Exercise prompt |
The answer should be one number: the count of lines in the listing below with "edges" in them.

Listed records |
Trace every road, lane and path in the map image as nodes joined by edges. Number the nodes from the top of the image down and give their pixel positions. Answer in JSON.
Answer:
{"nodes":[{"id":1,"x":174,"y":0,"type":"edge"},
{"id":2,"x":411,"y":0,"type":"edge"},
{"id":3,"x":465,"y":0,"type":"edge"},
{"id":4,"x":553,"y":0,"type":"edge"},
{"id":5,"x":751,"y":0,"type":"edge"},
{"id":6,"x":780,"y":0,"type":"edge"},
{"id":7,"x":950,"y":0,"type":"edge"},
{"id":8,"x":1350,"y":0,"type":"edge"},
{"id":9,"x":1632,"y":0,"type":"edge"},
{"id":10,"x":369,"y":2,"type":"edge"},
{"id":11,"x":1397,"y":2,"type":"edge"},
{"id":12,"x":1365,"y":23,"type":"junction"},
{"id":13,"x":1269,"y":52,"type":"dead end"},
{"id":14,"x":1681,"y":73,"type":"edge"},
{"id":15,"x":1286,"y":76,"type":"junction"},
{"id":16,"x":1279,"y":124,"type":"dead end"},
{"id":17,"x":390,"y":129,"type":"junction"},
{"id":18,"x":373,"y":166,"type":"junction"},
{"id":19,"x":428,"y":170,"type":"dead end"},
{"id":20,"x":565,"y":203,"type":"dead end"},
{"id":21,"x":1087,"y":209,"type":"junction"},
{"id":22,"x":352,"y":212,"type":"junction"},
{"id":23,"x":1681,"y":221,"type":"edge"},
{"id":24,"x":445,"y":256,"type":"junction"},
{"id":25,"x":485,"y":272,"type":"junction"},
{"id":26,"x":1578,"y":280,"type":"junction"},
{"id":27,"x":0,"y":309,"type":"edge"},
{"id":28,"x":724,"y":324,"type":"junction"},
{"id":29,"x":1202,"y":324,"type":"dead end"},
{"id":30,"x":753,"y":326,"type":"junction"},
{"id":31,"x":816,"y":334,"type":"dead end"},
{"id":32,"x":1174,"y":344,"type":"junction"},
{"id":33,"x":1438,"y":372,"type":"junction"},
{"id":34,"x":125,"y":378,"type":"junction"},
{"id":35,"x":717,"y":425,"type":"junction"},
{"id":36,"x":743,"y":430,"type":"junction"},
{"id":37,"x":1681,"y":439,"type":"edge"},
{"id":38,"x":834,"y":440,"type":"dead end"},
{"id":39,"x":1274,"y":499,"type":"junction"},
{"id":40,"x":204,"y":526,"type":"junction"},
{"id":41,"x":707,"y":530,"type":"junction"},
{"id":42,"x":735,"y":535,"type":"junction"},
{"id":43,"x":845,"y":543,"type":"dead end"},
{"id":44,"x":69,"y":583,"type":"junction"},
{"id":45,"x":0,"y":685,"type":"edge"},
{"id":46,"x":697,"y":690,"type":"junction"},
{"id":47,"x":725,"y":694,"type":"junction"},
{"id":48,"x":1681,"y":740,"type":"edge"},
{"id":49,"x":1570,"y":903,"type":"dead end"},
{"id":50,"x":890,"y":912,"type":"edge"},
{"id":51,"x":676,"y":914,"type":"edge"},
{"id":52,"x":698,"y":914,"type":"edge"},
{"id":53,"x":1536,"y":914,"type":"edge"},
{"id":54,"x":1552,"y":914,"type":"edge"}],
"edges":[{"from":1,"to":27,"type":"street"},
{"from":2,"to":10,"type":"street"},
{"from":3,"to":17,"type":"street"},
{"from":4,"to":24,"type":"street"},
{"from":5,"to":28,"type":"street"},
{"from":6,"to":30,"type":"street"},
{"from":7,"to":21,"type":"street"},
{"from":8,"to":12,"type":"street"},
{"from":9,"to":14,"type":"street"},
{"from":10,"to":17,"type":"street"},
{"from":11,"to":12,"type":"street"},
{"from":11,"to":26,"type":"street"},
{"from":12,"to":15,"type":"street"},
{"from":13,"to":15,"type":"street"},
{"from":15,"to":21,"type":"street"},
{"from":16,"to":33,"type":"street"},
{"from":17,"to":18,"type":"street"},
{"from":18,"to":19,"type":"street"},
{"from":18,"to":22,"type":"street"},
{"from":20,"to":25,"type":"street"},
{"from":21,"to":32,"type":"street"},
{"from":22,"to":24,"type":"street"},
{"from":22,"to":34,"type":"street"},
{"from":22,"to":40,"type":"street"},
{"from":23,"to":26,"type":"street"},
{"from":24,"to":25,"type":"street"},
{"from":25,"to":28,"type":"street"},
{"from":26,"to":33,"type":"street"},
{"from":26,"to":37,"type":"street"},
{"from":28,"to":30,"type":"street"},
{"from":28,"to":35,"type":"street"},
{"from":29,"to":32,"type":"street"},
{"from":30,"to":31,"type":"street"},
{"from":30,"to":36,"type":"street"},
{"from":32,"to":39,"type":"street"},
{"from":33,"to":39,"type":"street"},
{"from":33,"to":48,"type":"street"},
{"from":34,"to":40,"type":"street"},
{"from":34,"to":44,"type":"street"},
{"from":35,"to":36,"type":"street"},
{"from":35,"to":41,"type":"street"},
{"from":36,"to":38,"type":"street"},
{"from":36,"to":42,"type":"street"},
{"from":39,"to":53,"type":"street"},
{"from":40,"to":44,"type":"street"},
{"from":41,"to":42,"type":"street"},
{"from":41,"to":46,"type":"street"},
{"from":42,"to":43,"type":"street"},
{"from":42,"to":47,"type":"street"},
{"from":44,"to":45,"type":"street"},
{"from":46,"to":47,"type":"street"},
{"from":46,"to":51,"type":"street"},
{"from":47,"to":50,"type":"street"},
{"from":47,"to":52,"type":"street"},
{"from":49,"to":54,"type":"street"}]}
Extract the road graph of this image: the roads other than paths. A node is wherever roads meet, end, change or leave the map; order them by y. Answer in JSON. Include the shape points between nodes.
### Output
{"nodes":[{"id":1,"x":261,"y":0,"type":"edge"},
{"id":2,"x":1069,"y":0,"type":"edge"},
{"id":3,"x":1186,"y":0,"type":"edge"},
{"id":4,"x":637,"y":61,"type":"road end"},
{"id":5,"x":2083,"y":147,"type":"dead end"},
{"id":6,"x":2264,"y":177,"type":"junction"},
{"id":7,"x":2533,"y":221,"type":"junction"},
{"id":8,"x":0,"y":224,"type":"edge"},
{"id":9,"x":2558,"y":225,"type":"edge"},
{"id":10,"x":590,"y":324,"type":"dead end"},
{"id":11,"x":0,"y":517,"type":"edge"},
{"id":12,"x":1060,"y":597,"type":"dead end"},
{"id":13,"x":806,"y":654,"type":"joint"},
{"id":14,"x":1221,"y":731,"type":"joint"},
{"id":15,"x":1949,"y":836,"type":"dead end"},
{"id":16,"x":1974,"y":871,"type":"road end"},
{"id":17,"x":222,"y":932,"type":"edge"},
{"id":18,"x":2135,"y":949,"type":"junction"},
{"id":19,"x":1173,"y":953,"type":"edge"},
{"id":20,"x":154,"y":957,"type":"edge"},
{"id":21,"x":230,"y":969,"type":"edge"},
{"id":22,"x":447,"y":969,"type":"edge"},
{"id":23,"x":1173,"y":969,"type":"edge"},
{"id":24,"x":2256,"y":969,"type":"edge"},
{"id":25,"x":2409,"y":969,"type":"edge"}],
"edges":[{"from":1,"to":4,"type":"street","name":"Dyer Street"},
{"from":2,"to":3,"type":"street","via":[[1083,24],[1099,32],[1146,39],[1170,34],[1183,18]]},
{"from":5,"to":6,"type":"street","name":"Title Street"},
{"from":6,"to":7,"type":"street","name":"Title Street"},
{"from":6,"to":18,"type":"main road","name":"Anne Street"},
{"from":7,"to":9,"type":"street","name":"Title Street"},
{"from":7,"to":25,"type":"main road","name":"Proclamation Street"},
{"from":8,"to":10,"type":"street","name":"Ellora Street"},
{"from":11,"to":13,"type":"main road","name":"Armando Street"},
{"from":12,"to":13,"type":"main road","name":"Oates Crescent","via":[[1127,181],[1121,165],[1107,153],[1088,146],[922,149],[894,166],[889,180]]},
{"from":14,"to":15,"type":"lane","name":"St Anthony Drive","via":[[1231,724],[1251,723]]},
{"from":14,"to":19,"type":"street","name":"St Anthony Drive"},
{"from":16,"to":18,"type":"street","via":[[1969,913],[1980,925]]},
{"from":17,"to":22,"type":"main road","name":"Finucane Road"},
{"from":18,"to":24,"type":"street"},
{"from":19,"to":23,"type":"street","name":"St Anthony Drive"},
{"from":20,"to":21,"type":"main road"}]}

Answer box |
3